Presumibilmente ci sarà una tendenza per i prossimi anni a contrarre la forza lavoro interna a vantaggio di soluzioni più semplici e liquide. Prevedo un aumento della “liquid workforce”. Ovvero un maggiore ricorso al libero professionista/consulente che svolge delle attività per conto dell’azienda, sostituendo magari una funzione prima in capo ad un dipendente interno. Sono curioso di capire quali saranno le “regole d’ingaggio”, ovvero le modalità di gestione di tali risorse e il costo relativo. E quanto inciderà in termini di riduzione della workforce interna.
Ci immaginiamo che le aziende nei prossimi anni dovranno ristrutturare i propri costi per un 20%-30% dei soli costi indiretti (progettazione, marketing, contabilità, amministrazione, organizzazione/HR e sicurezza). Logico come sul fronte produttività sarà richiesto uno sforzo che in parte potrà essere scaricato sul collaboratore esterno, a cui verrà chiesto sempre di più ma con una crescita minore dei compensi.
Da studioso di Sociologia del Lavoro questo punto mi interessa particolarmente. Nel nostro Paese ci sono studi che provano come la cronica diminuzione di produttività sia andata di pari passo con la precarizzazione del lavoro. Quindi ti chiedo: come si sviluppano nuovi progetti di business con una liquid workforce?

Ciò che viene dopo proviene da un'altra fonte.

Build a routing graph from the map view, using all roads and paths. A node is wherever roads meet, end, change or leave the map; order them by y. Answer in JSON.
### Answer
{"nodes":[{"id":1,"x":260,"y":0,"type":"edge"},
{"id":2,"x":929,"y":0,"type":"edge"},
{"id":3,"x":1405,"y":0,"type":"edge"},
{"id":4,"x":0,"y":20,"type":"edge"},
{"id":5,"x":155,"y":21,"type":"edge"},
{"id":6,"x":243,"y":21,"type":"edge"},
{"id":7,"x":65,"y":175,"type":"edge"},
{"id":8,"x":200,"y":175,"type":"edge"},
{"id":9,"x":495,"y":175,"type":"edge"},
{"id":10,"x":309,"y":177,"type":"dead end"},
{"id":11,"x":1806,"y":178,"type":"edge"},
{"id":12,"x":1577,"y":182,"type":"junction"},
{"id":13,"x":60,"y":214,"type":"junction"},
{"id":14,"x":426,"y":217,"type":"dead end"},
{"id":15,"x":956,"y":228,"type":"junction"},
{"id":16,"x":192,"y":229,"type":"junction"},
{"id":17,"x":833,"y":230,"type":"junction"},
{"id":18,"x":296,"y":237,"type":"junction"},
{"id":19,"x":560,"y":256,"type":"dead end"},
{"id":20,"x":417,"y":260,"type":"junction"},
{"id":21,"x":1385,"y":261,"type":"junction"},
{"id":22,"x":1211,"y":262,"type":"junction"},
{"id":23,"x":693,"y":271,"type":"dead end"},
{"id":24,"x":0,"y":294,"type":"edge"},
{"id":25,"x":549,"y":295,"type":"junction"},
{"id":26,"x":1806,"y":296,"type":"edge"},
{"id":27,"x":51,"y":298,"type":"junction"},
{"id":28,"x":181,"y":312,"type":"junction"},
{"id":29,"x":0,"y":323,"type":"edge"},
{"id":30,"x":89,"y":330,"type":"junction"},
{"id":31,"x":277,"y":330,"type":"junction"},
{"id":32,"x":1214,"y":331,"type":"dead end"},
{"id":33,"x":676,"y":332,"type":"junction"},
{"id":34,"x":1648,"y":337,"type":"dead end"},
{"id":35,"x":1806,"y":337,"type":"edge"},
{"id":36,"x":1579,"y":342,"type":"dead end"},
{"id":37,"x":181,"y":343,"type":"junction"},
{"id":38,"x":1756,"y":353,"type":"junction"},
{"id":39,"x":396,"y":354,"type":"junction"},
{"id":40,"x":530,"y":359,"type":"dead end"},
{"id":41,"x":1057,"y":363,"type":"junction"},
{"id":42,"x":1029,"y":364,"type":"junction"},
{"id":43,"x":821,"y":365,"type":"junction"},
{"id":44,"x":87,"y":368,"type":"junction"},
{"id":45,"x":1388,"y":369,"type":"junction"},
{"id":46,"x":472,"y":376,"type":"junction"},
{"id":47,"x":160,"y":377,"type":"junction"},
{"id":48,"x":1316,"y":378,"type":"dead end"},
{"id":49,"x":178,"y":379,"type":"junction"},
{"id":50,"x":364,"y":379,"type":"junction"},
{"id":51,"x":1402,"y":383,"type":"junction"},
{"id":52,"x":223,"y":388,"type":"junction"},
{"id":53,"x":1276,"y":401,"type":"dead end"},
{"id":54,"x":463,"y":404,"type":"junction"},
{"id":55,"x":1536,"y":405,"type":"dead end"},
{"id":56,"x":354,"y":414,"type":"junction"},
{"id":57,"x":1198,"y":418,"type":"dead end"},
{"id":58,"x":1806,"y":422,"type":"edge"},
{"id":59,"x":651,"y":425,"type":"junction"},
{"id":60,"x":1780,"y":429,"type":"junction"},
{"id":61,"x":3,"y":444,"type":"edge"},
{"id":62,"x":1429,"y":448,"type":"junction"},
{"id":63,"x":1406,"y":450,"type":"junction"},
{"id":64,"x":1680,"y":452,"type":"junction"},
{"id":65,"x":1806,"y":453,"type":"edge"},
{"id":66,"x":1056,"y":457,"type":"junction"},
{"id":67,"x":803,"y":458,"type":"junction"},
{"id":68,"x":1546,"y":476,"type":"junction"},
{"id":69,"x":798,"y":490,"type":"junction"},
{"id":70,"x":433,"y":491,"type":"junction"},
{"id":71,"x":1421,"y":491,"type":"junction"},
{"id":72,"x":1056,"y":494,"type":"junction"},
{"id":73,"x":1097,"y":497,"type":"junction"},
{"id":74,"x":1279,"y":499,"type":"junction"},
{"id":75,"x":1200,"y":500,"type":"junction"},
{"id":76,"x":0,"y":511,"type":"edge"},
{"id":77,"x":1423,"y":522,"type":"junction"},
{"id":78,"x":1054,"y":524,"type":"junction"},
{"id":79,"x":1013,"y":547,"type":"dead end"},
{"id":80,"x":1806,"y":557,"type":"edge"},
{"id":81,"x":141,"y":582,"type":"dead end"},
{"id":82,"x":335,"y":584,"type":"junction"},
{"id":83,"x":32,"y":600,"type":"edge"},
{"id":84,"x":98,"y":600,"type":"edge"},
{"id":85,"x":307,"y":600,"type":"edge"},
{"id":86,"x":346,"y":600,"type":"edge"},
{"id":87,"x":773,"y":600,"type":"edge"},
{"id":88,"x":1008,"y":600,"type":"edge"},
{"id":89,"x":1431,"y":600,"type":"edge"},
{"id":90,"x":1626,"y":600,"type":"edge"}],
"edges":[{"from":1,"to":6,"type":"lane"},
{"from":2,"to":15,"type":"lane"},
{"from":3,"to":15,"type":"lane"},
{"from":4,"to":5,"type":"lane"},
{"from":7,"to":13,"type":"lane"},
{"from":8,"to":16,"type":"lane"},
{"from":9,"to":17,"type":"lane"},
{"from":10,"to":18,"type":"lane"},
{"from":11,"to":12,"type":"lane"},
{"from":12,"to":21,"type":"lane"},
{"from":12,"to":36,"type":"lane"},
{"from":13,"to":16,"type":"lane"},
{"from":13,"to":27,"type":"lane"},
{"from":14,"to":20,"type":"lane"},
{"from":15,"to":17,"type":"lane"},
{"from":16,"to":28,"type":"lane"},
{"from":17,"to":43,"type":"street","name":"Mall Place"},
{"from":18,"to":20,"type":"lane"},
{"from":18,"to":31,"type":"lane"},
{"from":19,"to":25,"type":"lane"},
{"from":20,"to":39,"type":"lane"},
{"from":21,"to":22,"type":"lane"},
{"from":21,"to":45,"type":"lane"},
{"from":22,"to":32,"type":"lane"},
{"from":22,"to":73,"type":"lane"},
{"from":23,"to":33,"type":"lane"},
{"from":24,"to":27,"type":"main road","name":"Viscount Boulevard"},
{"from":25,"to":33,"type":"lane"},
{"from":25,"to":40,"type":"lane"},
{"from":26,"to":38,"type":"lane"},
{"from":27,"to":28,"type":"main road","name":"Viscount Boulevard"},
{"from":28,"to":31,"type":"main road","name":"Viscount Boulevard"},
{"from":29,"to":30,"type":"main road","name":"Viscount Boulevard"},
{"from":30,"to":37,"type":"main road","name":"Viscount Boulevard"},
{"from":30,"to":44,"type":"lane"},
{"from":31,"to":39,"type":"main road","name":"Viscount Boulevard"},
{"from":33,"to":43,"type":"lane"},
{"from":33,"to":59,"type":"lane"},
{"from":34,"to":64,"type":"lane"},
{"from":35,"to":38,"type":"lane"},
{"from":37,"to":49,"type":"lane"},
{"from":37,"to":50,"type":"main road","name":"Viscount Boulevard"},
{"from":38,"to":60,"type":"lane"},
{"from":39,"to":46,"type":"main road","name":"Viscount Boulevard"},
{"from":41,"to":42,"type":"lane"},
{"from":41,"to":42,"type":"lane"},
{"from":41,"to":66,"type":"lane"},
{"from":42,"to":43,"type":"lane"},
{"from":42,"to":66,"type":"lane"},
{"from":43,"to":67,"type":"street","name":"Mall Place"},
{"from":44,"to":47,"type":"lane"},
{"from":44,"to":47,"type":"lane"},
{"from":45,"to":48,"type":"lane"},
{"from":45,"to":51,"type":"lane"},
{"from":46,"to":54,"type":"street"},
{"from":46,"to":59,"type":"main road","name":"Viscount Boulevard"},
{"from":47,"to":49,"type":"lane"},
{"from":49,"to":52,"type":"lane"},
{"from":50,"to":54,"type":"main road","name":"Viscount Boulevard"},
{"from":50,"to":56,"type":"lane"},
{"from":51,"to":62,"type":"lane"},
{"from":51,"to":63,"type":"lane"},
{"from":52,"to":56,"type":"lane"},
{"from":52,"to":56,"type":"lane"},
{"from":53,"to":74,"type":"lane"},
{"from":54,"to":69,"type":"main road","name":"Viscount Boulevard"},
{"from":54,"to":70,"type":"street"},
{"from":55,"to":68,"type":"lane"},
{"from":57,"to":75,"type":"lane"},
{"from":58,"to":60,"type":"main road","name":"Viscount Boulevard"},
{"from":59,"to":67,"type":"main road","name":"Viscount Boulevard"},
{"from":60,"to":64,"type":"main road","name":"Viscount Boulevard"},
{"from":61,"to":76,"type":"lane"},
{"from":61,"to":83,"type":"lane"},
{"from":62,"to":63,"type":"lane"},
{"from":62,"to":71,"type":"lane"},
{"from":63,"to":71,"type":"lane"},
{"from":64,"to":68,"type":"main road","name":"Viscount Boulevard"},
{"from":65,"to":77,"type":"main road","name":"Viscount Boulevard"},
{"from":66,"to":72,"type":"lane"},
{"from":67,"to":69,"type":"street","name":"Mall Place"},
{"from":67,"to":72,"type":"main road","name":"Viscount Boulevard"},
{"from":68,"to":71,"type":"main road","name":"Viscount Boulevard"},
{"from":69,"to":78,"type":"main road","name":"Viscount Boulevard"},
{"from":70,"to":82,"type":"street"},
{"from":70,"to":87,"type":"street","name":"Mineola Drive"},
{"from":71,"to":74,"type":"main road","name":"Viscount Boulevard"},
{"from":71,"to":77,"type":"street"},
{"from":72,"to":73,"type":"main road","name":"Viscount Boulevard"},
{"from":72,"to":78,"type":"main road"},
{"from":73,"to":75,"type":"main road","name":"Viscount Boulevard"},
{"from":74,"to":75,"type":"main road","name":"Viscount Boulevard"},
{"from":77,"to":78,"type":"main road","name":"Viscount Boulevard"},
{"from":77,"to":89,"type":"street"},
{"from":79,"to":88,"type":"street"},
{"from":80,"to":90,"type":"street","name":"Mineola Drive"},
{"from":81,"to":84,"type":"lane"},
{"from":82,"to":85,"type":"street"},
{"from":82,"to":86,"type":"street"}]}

Per risponderti faccio riferimento a quello che è accaduto in questi mesi: bene o male le aziende si sono rese conto che si può collaborare da remoto. Si sono rese conto cioè che un progettista può continuare a svolgere il suo compito anche se non è presente in ufficio. Allora possono ingaggiare un professionista a giornata, anche operante su un mercato estero, che sviluppa per loro un servizio senza che alcuno debba muoversi dalla propria sede.
Non solo: le organizzazioni si sposteranno dal tema di come far crescere le competenze all’interno di una workforce limitata a come approvvigionarsele in un mercato liquido. Secondo voi per quale modello opteranno le aziende che nei prossimi anni a seguito della crisi post-covid dovranno rivoluzionare il proprio modello di business?
La chiave sarà più competenze specializzate da usare al bisogno senza necessità di esclusiva e soprattutto senza sostenerne un costo fisso. In questo diventa però fondamentale fidelizzare il freelance. Noi in Lucy in the sky lo chiamiamo il “marketing dell’ufficio acquisti”, che dovrà essere bravo a tenersi stretto i migliori collaboratori all’interno di un nuovo mercato liquido di risorsem competenze e (lo diciamo?) anche di motivazioni.